En armant sa police, le maire de Béziers a créé une sorte de garde prétorienne qui lui est totalement dévouée et qui peut légalement mener les opérations qu’il décide.

Depuis lors, les effectifs de la police municipale n’ont fait qu’augmenter. Ils augmentent bien sûr au détriment des services sociaux.

Deux ans plus tard en octobre 2017, le maire de Béziers vantait les mérites : « d’un ami qui vous veut du bien ! ». Cet ami était le nouveau révolver Beretta APX qualifié de « plus pratique, plus ergonomique ».

Cet encensement de l’arme pour l’arme digne d’un chef de gang était accompagné d’un délire de grandeur et de manipulation coutumier du personnage : « en cas d’attaque terroriste, nos policiers municipaux seront, comme à Paris, Nice ou Barcelone, les premiers sur le terrain. »

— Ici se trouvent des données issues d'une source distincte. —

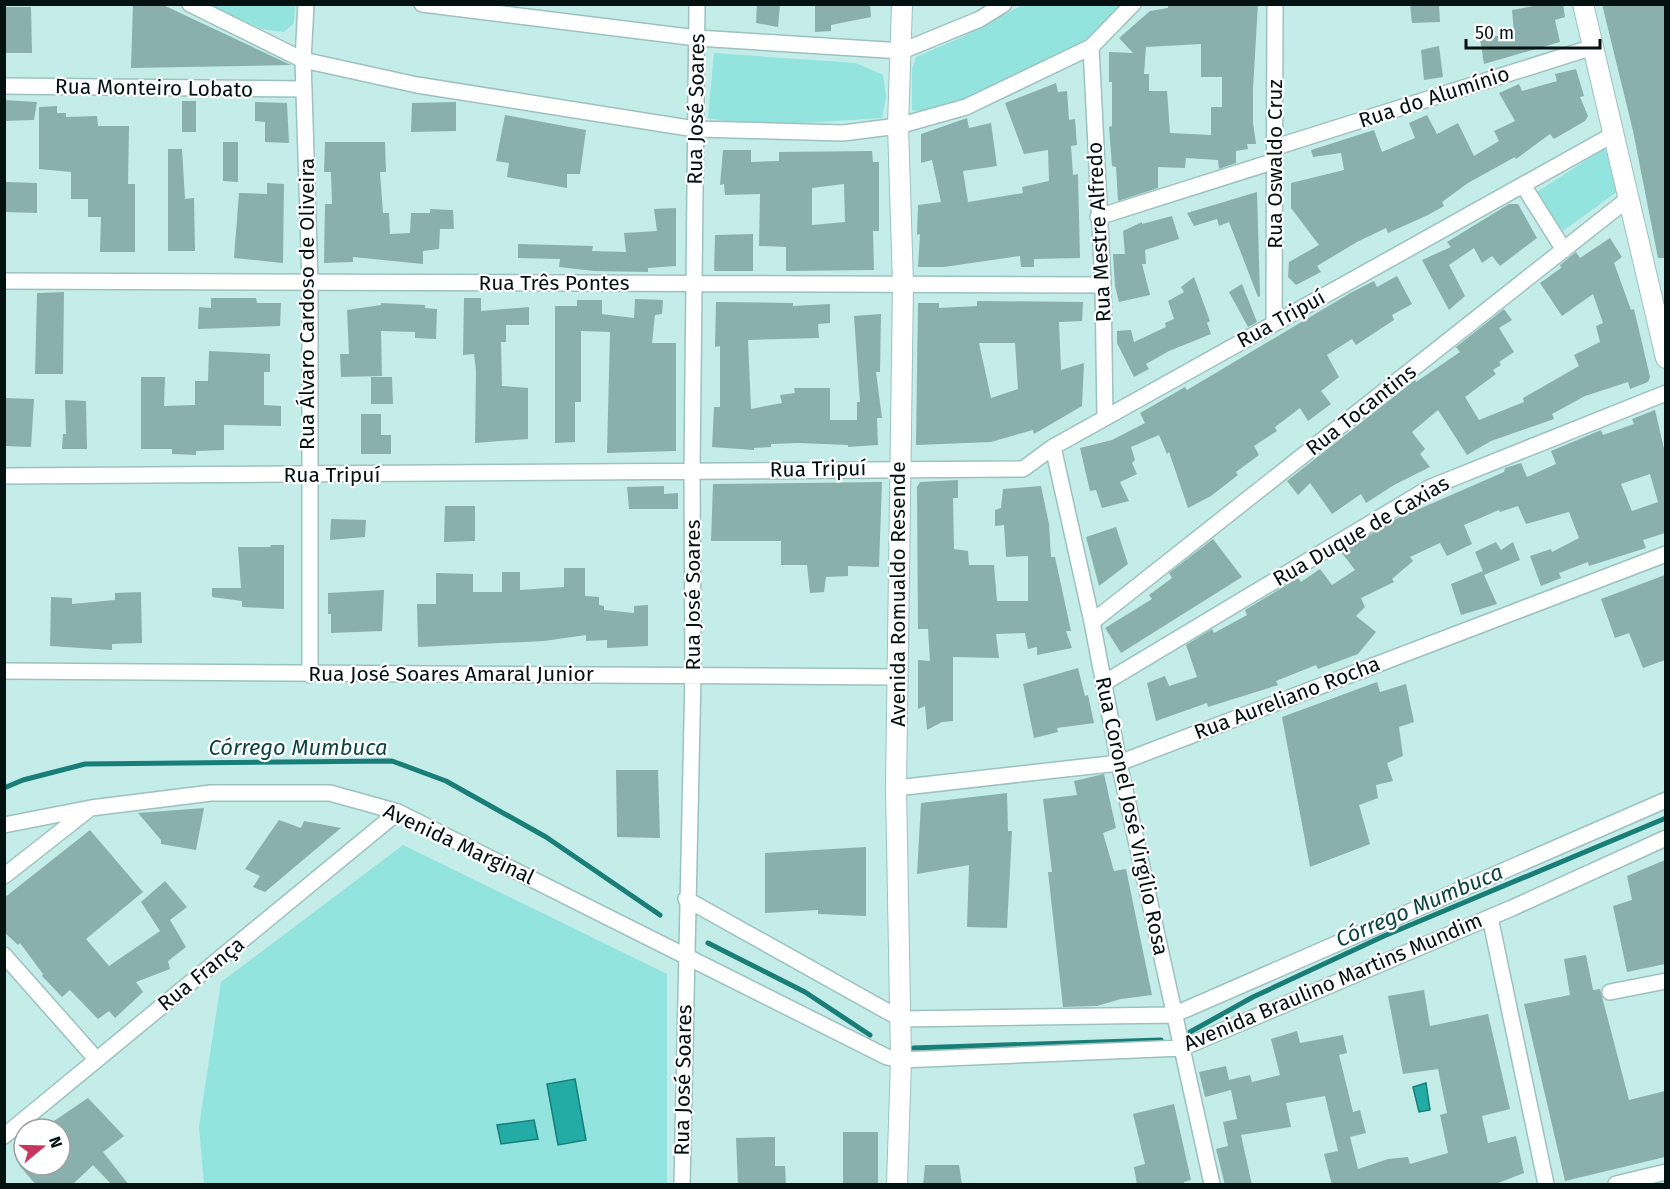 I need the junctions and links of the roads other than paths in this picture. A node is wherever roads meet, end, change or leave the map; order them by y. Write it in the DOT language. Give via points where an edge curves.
graph roads {
  1 [pos="190,4"];
  2 [pos="306,4"];
  3 [pos="422,4"];
  4 [pos="697,4"];
  5 [pos="902,4"];
  6 [pos="1004,4"];
  7 [pos="1133,4"];
  8 [pos="1275,4"];
  9 [pos="1583,4"];
  10 [pos="500,10"];
  11 [pos="697,38"];
  12 [pos="1091,47"];
  13 [pos="1593,47"];
  14 [pos="902,51"];
  15 [pos="303,60"];
  16 [pos="4,86"];
  17 [pos="304,89"];
  18 [pos="898,126"];
  19 [pos="695,129"];
  20 [pos="1614,134"];
  21 [pos="1275,154"];
  22 [pos="1523,185"];
  23 [pos="1629,198"];
  24 [pos="1098,217"];
  25 [pos="1564,250"];
  26 [pos="4,280"];
  27 [pos="310,282"];
  28 [pos="694,283"];
  29 [pos="903,284"];
  30 [pos="1102,285"];
  31 [pos="1274,323"];
  32 [pos="1665,358"];
  33 [pos="1665,393"];
  34 [pos="1105,418"];
  35 [pos="1053,447"];
  36 [pos="899,468"];
  37 [pos="692,471"];
  38 [pos="308,475"];
  39 [pos="4,476"];
  40 [pos="1665,554"];
  41 [pos="1092,622"];
  42 [pos="4,671"];
  43 [pos="693,674"];
  44 [pos="310,675"];
  45 [pos="898,677"];
  46 [pos="1104,683"];
  47 [pos="1119,762"];
  48 [pos="896,788"];
  49 [pos="1665,800"];
  50 [pos="91,808"];
  51 [pos="398,812"];
  52 [pos="4,825"];
  53 [pos="1665,838"];
  54 [pos="4,876"];
  55 [pos="686,898"];
  56 [pos="1490,917"];
  57 [pos="4,955"];
  58 [pos="686,955"];
  59 [pos="1665,981"];
  60 [pos="1610,992"];
  61 [pos="1173,1016"];
  62 [pos="901,1018"];
  63 [pos="1182,1048"];
  64 [pos="97,1060"];
  65 [pos="902,1060"];
  66 [pos="4,1136"];
  67 [pos="1665,1172"];
  68 [pos="682,1185"];
  69 [pos="897,1185"];
  70 [pos="1212,1185"];
  71 [pos="1546,1185"];
  72 [pos="1616,1185"];
  1 -- 15 [label="street"];
  2 -- 15 [label="street, Rua Álvaro Cardoso de Oliveira"];
  3 -- 10 [label="street"];
  4 -- 11 [label="street, Rua José Soares"];
  5 -- 14 [label="street, Avenida Romualdo Resende"];
  6 -- 14 [label="street" via="980,19"];
  7 -- 12 [label="street"];
  8 -- 21 [label="street, Rua Oswaldo Cruz"];
  9 -- 13 [label="street"];
  10 -- 11 [label="street"];
  11 -- 14 [label="street"];
  11 -- 19 [label="street, Rua José Soares"];
  12 -- 18 [label="street" via="966,107"];
  12 -- 24 [label="street, Rua Mestre Alfredo"];
  13 -- 20 [label="street"];
  13 -- 21 [label="street, Rua do Alumínio"];
  14 -- 18 [label="street, Avenida Romualdo Resende"];
  15 -- 17 [label="street, Rua Álvaro Cardoso de Oliveira"];
  15 -- 19 [label="street" via="417,85"];
  16 -- 17 [label="street, Rua Monteiro Lobato"];
  17 -- 27 [label="street, Rua Álvaro Cardoso de Oliveira"];
  18 -- 19 [label="street" via="843,133"];
  18 -- 29 [label="street, Avenida Romualdo Resende"];
  19 -- 28 [label="street, Rua José Soares"];
  20 -- 22 [label="street, Rua Tripuí"];
  20 -- 23 [label="street"];
  21 -- 24 [label="street, Rua do Alumínio"];
  21 -- 31 [label="street, Rua Oswaldo Cruz"];
  22 -- 25 [label="street"];
  22 -- 31 [label="street, Rua Tripuí"];
  23 -- 25 [label="street, Rua Tocantins"];
  23 -- 32 [label="street"];
  24 -- 30 [label="street, Rua Mestre Alfredo"];
  25 -- 41 [label="street, Rua Tocantins"];
  26 -- 27 [label="street, Rua Três Pontes"];
  27 -- 28 [label="street, Rua Três Pontes"];
  27 -- 38 [label="street, Rua Álvaro Cardoso de Oliveira"];
  28 -- 29 [label="street, Rua Três Pontes"];
  28 -- 37 [label="street, Rua José Soares"];
  29 -- 30 [label="street, Rua Três Pontes"];
  29 -- 36 [label="street, Avenida Romualdo Resende"];
  30 -- 34 [label="street, Rua Mestre Alfredo"];
  31 -- 34 [label="street, Rua Tripuí"];
  33 -- 46 [label="street, Rua Duque de Caxias" via="1431,487"];
  34 -- 35 [label="street, Rua Tripuí"];
  35 -- 36 [label="street, Rua Tripuí" via="1023,469"];
  35 -- 41 [label="street, Rua Coronel José Virgílio Rosa"];
  36 -- 37 [label="street, Rua Tripuí"];
  36 -- 45 [label="street, Avenida Romualdo Resende"];
  37 -- 38 [label="street, Rua Tripuí"];
  37 -- 43 [label="street, Rua José Soares"];
  38 -- 39 [label="street, Rua Tripuí"];
  38 -- 44 [label="street, Rua Álvaro Cardoso de Oliveira"];
  40 -- 47 [label="street, Rua Aureliano Rocha"];
  41 -- 46 [label="street, Rua Coronel José Virgílio Rosa"];
  42 -- 44 [label="street, Rua José Soares Amaral Junior"];
  43 -- 44 [label="street, Rua José Soares Amaral Junior"];
  43 -- 45 [label="street, Rua José Soares Amaral Junior"];
  43 -- 55 [label="street, Rua José Soares"];
  45 -- 48 [label="street, Avenida Romualdo Resende"];
  46 -- 47 [label="street, Rua Coronel José Virgílio Rosa"];
  47 -- 48 [label="street, Rua Aureliano Rocha"];
  47 -- 61 [label="street, Rua Coronel José Virgílio Rosa"];
  48 -- 62 [label="street, Avenida Romualdo Resende"];
  49 -- 61 [label="street, Avenida Braulino Martins Mundim"];
  50 -- 51 [label="street, Avenida Marginal" via="211,793 330,793"];
  50 -- 52 [label="street, Avenida Marginal"];
  50 -- 54 [label="street"];
  51 -- 58 [label="street, Avenida Marginal"];
  51 -- 64 [label="street, Rua França"];
  53 -- 56 [label="street, Avenida Braulino Martins Mundim"];
  55 -- 58 [label="street, Rua José Soares"];
  55 -- 62 [label="street, Avenida Braulino Martins Mundim"];
  56 -- 63 [label="street, Avenida Braulino Martins Mundim"];
  56 -- 71 [label="street"];
  57 -- 64 [label="street"];
  58 -- 65 [label="street, Avenida Braulino Martins Mundim" via="887,1057"];
  58 -- 68 [label="street, Rua José Soares"];
  59 -- 60 [label="street"];
  61 -- 62 [label="street, Avenida Braulino Martins Mundim"];
  61 -- 63 [label="street, Rua Coronel José Virgílio Rosa"];
  62 -- 65 [label="street, Avenida Romualdo Resende"];
  63 -- 65 [label="street, Avenida Braulino Martins Mundim"];
  63 -- 70 [label="street, Rua Coronel José Virgílio Rosa"];
  64 -- 66 [label="street, Rua França"];
  65 -- 69 [label="street, Avenida Romualdo Resende"];
  67 -- 72 [label="street"];
}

Comme si les terroristes avaient pour habitude d’annoncer là où ils vont frapper. L’attentat de Nice l’a prouvé.

Dans la foulée de l’armement de la police municipale, Ménard a tenté de créer une milice de volontaires. Officieusement, de « volontaires ayant servi la patrie », elle avait un goût trop sulfureux et trop fasciste, elle venait trop tôt ; elle fut abandonnée.

À travers cet exemple, nous avons une des caractéristiques du maire de Béziers : tenter dix coups même s’il n’y en a qu’un qui est gagnant.

Cette stratégie transforme la ville en laboratoire permanent et ses habitants en souris de laboratoire.

Il faudrait un livre entier pour énumérer toutes les tentatives de briser les plafonds de verre et cet article n’y suffirait pas.

Je vous propose de nous concentrer sur les plafonds de verre réellement explosés qui sont devenus emblématiques de sa façon de fonctionner : l’installation de la crèche de Noël dans la mairie en fait partie.

Le 4 décembre 2014, quelques mois après avoir été élu, Ménard installe la première crèche de Noël dans la mairie de Béziers. Pour le préfet de région de l’époque, cette installation est contraire aux dispositions constitutionnelles et législatives garantissant le principe de laïcité. Le maire de son côté fait de la résistance contre le représentant de l’État.

Le 19 décembre 2014, le tribunal administratif rejette la demande d’enlèvement de la crèche de Béziers.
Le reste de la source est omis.